Projeto permite outdoors e altera lei Cidade Limpa em SP

Para entrar em vigor, a proposta ainda precisa ser aprovada em mais uma votação e depois ser sancionada pelo prefeito Bruno Covas (PSDB)

"A paisagem arquitetônica será preservada", disse Eduardo Tuma, presidente da Câmara

"A paisagem arquitetônica será preservada", disse Eduardo Tuma, presidente da Câmara

Pixabay

A Lei Cidade Limpa, criada em 2006 para limitar o uso da publicidade na paisagem urbana em São Paulo, proibindo a colocação de peças publicitárias em espaços públicos, pode sofrer a mudança mais significativa desde a criação. A Câmara Municipal aprovou, em primeira votação, um projeto de lei que permite a instalação de outdoors no topo de prédios. Temendo a volta da poluição visual, especialistas criticam o projeto.

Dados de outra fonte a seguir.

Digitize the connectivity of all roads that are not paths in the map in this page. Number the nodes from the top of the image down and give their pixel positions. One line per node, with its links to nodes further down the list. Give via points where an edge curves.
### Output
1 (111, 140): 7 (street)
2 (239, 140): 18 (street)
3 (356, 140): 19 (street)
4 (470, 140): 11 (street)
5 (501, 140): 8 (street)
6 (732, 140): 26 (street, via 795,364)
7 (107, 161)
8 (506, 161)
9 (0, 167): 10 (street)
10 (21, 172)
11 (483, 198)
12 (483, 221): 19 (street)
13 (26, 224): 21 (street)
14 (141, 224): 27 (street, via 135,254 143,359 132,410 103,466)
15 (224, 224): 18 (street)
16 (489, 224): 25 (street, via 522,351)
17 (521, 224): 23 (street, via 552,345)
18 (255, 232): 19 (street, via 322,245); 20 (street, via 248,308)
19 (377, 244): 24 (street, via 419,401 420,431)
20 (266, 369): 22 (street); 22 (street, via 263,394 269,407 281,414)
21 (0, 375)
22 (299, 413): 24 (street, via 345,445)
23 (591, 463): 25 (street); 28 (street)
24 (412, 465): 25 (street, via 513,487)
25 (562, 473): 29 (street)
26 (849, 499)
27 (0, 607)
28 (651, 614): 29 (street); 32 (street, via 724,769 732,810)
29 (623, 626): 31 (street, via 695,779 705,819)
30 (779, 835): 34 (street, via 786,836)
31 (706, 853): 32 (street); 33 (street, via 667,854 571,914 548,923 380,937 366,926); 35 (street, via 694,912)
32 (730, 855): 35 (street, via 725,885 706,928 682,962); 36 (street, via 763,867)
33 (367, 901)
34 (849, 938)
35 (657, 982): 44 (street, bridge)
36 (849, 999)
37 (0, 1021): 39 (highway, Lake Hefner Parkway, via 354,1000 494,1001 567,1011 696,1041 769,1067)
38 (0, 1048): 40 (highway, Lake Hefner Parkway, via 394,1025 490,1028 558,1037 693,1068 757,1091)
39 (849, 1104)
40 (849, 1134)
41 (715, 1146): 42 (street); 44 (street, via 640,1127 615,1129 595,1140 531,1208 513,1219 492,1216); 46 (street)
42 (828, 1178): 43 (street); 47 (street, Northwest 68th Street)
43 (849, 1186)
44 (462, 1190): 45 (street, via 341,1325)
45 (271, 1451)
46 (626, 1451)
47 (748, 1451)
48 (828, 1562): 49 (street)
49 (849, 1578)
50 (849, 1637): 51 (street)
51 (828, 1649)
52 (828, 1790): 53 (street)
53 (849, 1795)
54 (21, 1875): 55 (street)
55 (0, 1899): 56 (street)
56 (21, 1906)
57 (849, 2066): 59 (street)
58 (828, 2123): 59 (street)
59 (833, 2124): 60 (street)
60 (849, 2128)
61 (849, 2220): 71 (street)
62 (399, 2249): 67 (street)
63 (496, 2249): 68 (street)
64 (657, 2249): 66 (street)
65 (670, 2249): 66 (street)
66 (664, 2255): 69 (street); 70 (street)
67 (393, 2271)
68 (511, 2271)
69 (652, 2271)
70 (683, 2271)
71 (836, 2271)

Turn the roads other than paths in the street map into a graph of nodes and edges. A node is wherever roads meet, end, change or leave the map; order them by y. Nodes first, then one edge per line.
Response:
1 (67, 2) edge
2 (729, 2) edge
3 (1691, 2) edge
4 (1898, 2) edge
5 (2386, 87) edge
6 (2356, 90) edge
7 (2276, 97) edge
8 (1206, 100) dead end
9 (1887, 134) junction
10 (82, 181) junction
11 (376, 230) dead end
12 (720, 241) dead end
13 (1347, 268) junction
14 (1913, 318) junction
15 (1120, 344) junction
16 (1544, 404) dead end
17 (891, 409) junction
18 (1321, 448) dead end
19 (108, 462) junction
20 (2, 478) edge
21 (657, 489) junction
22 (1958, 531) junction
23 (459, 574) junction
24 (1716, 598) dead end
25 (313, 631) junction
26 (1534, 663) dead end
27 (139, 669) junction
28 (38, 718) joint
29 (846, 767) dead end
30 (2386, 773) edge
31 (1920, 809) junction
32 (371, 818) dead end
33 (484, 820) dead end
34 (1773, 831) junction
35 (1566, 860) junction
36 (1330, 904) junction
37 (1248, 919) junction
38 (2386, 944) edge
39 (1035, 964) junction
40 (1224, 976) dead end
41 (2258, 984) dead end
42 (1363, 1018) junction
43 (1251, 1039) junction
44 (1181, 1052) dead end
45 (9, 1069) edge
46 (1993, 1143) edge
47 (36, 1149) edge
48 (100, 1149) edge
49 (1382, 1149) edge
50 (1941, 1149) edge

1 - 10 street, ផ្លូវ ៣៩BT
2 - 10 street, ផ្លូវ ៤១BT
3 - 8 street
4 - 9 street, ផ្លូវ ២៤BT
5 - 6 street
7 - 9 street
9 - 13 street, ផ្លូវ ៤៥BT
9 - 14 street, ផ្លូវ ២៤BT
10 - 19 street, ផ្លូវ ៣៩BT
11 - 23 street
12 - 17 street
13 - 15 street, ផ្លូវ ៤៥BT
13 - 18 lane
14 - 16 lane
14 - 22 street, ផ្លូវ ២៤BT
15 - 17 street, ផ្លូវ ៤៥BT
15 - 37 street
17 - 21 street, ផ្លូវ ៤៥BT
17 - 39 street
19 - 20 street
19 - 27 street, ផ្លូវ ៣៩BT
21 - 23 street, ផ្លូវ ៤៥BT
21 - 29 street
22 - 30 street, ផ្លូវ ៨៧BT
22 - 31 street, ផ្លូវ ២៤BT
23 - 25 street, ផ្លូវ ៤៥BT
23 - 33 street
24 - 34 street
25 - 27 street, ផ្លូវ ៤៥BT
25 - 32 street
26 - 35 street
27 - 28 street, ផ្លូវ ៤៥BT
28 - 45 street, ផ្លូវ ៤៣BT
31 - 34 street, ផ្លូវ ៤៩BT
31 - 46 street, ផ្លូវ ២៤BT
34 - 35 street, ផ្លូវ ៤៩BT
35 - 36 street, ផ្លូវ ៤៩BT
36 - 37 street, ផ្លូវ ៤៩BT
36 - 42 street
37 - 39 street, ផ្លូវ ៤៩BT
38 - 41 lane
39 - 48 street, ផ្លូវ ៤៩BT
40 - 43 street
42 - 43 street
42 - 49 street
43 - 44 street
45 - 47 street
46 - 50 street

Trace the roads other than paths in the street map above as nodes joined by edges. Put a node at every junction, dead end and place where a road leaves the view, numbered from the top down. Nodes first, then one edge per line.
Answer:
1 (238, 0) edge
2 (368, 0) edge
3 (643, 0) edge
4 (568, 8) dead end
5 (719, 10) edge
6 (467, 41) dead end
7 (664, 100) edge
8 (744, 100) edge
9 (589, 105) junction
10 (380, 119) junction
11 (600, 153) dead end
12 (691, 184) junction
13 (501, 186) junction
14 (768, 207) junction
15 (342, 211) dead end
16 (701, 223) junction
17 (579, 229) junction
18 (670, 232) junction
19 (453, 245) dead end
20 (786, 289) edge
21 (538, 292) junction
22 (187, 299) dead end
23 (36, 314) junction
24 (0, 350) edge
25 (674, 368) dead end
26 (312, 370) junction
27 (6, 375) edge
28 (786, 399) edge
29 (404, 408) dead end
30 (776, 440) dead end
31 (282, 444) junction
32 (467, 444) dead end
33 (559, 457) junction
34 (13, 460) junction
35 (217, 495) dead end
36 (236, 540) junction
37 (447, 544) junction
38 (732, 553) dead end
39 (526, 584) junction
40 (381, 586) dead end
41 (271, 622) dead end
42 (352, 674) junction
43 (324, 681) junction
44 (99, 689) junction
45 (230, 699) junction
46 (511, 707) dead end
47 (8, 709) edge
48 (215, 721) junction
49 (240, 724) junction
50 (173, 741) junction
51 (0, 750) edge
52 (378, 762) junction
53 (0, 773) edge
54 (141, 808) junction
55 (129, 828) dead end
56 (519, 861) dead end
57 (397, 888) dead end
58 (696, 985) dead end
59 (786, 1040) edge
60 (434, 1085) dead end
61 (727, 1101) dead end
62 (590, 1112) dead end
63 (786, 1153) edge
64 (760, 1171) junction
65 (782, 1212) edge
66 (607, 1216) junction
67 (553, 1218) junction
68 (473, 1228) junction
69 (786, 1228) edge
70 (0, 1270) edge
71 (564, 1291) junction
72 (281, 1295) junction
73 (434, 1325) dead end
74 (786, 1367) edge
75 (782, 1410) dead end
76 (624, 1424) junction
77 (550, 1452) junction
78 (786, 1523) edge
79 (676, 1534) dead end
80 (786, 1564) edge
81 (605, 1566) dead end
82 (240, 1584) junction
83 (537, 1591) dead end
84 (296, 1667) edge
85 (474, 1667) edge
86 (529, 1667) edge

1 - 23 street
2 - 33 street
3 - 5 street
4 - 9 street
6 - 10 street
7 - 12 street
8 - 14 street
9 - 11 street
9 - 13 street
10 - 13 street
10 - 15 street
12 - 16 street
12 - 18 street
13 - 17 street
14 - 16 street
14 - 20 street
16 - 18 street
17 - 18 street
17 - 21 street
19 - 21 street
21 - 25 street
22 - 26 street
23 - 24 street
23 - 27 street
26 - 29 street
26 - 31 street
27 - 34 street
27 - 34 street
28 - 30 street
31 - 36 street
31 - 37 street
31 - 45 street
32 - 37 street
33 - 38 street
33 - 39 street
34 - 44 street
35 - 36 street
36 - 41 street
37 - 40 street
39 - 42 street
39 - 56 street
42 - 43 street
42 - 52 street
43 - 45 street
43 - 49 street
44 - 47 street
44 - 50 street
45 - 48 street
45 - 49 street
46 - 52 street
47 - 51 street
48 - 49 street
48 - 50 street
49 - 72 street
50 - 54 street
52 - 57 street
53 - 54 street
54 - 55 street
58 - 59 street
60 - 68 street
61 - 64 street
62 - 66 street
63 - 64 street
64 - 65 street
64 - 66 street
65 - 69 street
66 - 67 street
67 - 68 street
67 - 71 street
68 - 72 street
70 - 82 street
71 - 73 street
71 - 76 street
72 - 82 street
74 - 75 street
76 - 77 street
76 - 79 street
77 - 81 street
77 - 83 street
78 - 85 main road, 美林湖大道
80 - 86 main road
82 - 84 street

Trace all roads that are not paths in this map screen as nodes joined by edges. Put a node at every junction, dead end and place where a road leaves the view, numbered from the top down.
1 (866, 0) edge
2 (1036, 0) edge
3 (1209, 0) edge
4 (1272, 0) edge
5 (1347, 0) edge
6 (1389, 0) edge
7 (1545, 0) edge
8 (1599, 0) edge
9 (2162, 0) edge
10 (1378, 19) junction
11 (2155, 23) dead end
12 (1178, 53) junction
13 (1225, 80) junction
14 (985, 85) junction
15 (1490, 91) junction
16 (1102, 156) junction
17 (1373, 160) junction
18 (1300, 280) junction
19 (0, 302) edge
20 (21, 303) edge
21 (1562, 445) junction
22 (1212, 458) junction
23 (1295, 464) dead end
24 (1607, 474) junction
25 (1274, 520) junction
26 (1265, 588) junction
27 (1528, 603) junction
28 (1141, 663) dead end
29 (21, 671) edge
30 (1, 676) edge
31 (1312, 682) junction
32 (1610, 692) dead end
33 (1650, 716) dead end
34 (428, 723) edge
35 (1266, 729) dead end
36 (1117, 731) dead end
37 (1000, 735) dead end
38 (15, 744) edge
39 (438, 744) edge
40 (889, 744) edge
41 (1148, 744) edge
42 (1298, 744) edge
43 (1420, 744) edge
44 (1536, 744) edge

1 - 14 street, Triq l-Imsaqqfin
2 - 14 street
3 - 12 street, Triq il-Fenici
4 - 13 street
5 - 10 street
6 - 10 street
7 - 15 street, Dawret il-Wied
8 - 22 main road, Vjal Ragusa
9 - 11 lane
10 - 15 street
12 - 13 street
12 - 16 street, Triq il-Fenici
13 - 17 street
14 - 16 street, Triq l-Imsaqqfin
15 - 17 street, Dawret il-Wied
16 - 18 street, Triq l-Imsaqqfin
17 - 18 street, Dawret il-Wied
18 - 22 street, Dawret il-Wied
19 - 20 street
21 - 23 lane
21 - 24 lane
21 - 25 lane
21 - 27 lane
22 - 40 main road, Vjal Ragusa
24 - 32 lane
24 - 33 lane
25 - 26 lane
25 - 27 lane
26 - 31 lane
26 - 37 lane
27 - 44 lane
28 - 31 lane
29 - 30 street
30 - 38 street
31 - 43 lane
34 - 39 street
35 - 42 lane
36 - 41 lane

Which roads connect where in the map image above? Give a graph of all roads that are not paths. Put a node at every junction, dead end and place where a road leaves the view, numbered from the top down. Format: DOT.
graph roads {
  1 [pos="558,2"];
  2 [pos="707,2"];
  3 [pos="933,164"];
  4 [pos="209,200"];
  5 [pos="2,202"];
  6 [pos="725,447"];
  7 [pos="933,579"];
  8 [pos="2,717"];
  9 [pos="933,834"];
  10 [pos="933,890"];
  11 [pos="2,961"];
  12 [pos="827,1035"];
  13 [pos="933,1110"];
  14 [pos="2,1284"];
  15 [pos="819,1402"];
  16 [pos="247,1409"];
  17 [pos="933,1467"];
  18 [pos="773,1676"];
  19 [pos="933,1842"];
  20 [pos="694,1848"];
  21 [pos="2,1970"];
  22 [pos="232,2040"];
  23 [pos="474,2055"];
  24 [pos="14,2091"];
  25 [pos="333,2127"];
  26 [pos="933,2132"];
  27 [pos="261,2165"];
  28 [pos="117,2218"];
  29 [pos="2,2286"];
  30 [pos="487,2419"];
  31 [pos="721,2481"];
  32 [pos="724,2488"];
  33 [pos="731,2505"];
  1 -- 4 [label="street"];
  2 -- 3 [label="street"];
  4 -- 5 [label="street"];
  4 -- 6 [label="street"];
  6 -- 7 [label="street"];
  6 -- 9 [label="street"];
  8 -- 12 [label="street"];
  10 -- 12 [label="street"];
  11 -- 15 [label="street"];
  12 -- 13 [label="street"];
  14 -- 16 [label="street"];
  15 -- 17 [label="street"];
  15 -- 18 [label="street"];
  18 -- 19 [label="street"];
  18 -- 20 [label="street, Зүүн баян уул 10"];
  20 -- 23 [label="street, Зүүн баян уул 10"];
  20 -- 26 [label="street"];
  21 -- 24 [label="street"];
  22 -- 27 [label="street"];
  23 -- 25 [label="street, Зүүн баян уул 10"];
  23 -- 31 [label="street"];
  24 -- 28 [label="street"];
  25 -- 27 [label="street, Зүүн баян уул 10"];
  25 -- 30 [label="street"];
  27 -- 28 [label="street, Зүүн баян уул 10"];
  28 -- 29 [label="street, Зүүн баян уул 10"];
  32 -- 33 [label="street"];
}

Para entrar em vigor, a proposta ainda precisa ser aprovada em mais uma votação e depois ser sancionada pelo prefeito Bruno Covas (PSDB). Procurada pelo Estado, a Prefeitura informou que não vai se pronunciar enquanto o projeto estiver em discussão na Câmara.

O projeto de lei 898/2013, de autoria do presidente da Câmara, Eduardo Tuma (PSDB), altera os artigos 18 e 44 da Lei 14.223. O vereador argumenta que a instalação de outdoors na cobertura dos prédios depende da aprovação pela CPPU (Comissão de Proteção à Paisagem Urbana), órgão vinculado à Secretaria Municipal de Urbanismo e Licenciamento e formado por representantes do poder público e da sociedade civil.

"A paisagem arquitetônica será preservada, nos moldes do que já ocorre em outros países onde esse tipo de publicidade é permitida. Não se trata, portanto, de uma liberação geral e sem controle", afirma Tuma, que considera a mudança na lei importante neste momento de pandemia. "A mudança vai permitir geração de renda, aquecimento da economia e ampliação da receita tributária."

A primeira votação ocorreu na quarta-feira (26), em caráter nominal, ou seja, apenas os vereadores contrários se manifestaram. O projeto foi rejeitado pelas bancadas de PT, PSOL e mais oito vereadores de outros partidos. A CPPU preferiu não se manifestar, pois também aguarda a tramitação na Câmara. O Estado apurou que ela recebeu o projeto com ressalvas.

Representantes do poder municipal argumentam que a permissão de publicidade para um setor - no caso, os edifícios - fere o princípio constitucional da isonomia e pode gerar reação em cadeia. Bancas de jornais, por exemplo, também vão reivindicar a autorização para exibir mensagens publicitárias, caso o projeto seja aprovado. Especialistas também questionaram a proposta de mudança. Argumentam que a proibição da publicidade valoriza o ambiente natural e construído da cidade e contribui para preservar a memória urbana.

Sucesso mundial

O engenheiro civil e doutor em Saúde Ambiental Ivan Maglio destaca que a lei é um case de sucesso mundial. "Ela traz avanços significativos na qualidade da paisagem urbana. Há outras formas de trabalhar a economia sem destruir o que foi conquistado", diz Maglio, pesquisador do programa Cidades Globais do IEA/ USP.

Para Gabriel Rostey, consultor em política urbana, a Lei Cidade Limpa promoveu a única conquista efetiva da cidade nas últimas décadas. "Sempre falamos dos mesmos problemas sem solução, como déficit habitacional, favelas, poluição dos rios e mobilidade urbana. A poluição visual foi resolvida", diz Rostey, sócio-diretor da Culturb. Ele lembra que a diminuição dos espaços de publicidade aumenta o poder de barganha da Prefeitura com a iniciativa privada. "O poder público consegue conceder espaços de exploração publicitária para receber, em troca, mobiliário urbano, por exemplo. Os novos pontos de ônibus da cidade não custaram nada para a população."